Abbottonato e paralizzato (vero Christian Roberto?), mai veramente esplicito e trasgressivo, spesso pretestuoso ed eccessivamente melenso, strutturalmente poco rifinito e tanto meno calibrato, Sulla stessa onda di Massimiliano Camaiti è un film insoddisfacente e fin troppo “targettizzato” - a livello di genere e di pubblico di riferimento - per poter competere con la concorrenza casalinga (men che meno con quella d’oltreoceano); che dà più l’idea dell’elaborato ad hoc di una catena di montaggio, che del parto accorato e accurato, sensibile e corale di una produzione ispirata. Ed è veramente un peccato che il risultato finale risponda a tali termini, in quanto, sotto le pieghe disastrose e mediocri di un melodramma atto a piacere ed emozionare i più giovani nei modi più leziosi, scontati e sleali, ad attendere lo spettatore, vi è una serie di momenti, stimoli e quadri di raro candore e morbidezza.
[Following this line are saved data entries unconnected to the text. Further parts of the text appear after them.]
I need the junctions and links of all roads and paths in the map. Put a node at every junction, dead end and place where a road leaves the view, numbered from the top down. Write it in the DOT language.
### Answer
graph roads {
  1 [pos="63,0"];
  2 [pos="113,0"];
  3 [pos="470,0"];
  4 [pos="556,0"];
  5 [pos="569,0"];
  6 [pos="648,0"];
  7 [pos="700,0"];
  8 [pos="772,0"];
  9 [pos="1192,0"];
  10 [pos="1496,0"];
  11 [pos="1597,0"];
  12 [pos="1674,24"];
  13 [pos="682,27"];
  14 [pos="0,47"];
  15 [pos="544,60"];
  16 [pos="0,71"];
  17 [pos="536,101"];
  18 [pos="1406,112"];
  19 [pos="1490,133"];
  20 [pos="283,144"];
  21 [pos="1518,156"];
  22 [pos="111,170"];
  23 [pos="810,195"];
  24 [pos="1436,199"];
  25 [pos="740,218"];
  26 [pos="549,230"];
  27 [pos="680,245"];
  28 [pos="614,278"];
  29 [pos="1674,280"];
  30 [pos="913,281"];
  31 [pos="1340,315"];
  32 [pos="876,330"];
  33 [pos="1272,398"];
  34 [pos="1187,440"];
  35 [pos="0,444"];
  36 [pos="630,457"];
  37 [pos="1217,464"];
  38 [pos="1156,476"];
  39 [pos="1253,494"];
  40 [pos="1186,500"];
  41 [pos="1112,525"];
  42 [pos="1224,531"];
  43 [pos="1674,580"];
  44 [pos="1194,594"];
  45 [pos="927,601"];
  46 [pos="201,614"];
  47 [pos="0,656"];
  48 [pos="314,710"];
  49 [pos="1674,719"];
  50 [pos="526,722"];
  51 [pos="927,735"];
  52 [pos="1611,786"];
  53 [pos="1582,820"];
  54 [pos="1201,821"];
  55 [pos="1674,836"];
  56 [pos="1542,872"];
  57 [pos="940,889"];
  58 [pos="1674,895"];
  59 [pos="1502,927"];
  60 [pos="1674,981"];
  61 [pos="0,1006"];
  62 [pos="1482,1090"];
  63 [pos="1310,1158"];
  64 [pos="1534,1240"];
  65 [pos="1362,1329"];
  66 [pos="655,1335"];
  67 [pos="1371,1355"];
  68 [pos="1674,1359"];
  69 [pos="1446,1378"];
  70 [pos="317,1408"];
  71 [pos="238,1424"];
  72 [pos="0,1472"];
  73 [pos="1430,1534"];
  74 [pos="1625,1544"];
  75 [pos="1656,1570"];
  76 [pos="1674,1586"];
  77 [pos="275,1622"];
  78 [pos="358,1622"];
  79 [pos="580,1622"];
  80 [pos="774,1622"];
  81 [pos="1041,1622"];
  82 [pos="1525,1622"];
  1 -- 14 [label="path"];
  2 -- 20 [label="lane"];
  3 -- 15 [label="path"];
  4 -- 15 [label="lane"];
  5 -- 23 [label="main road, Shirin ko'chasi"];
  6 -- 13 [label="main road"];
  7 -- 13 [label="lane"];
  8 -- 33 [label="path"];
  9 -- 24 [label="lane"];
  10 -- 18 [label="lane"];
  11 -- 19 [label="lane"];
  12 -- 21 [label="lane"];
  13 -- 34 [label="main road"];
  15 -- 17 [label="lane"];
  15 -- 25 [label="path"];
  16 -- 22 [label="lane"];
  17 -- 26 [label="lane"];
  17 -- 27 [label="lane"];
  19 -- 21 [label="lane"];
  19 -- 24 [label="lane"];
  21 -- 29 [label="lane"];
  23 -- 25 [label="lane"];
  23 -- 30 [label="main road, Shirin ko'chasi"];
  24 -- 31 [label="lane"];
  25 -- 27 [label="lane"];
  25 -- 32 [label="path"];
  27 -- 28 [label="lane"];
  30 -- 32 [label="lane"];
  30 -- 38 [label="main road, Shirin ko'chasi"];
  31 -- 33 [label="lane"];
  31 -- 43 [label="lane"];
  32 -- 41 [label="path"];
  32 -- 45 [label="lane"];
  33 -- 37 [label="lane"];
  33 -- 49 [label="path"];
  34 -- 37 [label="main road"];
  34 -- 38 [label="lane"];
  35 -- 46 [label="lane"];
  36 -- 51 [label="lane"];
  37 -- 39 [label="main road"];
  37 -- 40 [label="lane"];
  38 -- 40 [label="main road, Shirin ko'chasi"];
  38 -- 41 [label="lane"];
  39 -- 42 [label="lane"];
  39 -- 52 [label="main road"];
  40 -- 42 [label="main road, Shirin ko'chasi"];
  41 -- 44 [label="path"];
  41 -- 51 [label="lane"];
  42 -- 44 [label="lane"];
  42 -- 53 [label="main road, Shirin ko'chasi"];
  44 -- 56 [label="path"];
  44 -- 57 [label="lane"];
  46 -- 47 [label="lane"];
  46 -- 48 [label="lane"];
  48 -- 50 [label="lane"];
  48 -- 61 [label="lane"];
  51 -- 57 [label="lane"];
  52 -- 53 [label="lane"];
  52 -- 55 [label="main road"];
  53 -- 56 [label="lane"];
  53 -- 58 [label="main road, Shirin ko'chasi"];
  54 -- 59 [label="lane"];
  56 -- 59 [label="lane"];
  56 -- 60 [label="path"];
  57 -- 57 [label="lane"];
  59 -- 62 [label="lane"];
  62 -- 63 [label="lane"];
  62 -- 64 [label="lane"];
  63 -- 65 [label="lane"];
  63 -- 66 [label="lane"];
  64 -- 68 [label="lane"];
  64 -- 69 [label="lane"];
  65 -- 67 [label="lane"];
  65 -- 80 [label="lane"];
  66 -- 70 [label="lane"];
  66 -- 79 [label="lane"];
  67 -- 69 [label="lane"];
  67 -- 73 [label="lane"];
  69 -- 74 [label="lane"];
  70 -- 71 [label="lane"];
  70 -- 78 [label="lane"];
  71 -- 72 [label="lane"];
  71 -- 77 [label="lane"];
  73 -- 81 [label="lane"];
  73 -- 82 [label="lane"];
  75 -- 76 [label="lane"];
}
La sequenza finale, il background familiare da cui prendere spunto per essere migliori e fare quello in cui loro, i genitori, non hanno avuto successo, l’acqua come filo conduttore delle vite e dei destini di entrambi (per Lorenzo, l’unico squarcio su un futuro migliore ed un ricordo di natura quasi amniotica del calore e della protezione materna, per Sara, un luogo di rivalsa e riabilitazione), la già menzionata sovversione dei ruoli genitoriali, alcuni rimandi al cinema di Rohmer, una rappresentazione anomala e nuova della Sicilia: tutti dettagli e piccolezze che, pur non facendo certo gridare al miracolo, aprono una fessura su quello che Sulla stessa onda avrebbe potuto essere.
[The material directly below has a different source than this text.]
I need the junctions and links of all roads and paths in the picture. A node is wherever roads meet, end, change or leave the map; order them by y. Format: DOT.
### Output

Possibilità e potenziale traditi e disillusi, tuttavia, da una confusione di toni e atmosfere, da un senso di costrizione e limitazione per quanto riguarda rappresentazione ed espressività, da risvolti stanchi e dozzinali e da scelte narrative discutibili; che affondano quella che, per l’appunto, sarebbe potuta essere la (nuova) risposta tutta italiana al canone hollywoodiano in ambito teen drama o, più nello specifico, weepie teen. Purtroppo per Camaiti (e per Netflix-Mediaset), quella risposta esiste già e condivide con Sulla stessa onda soltanto tematica e preposizione.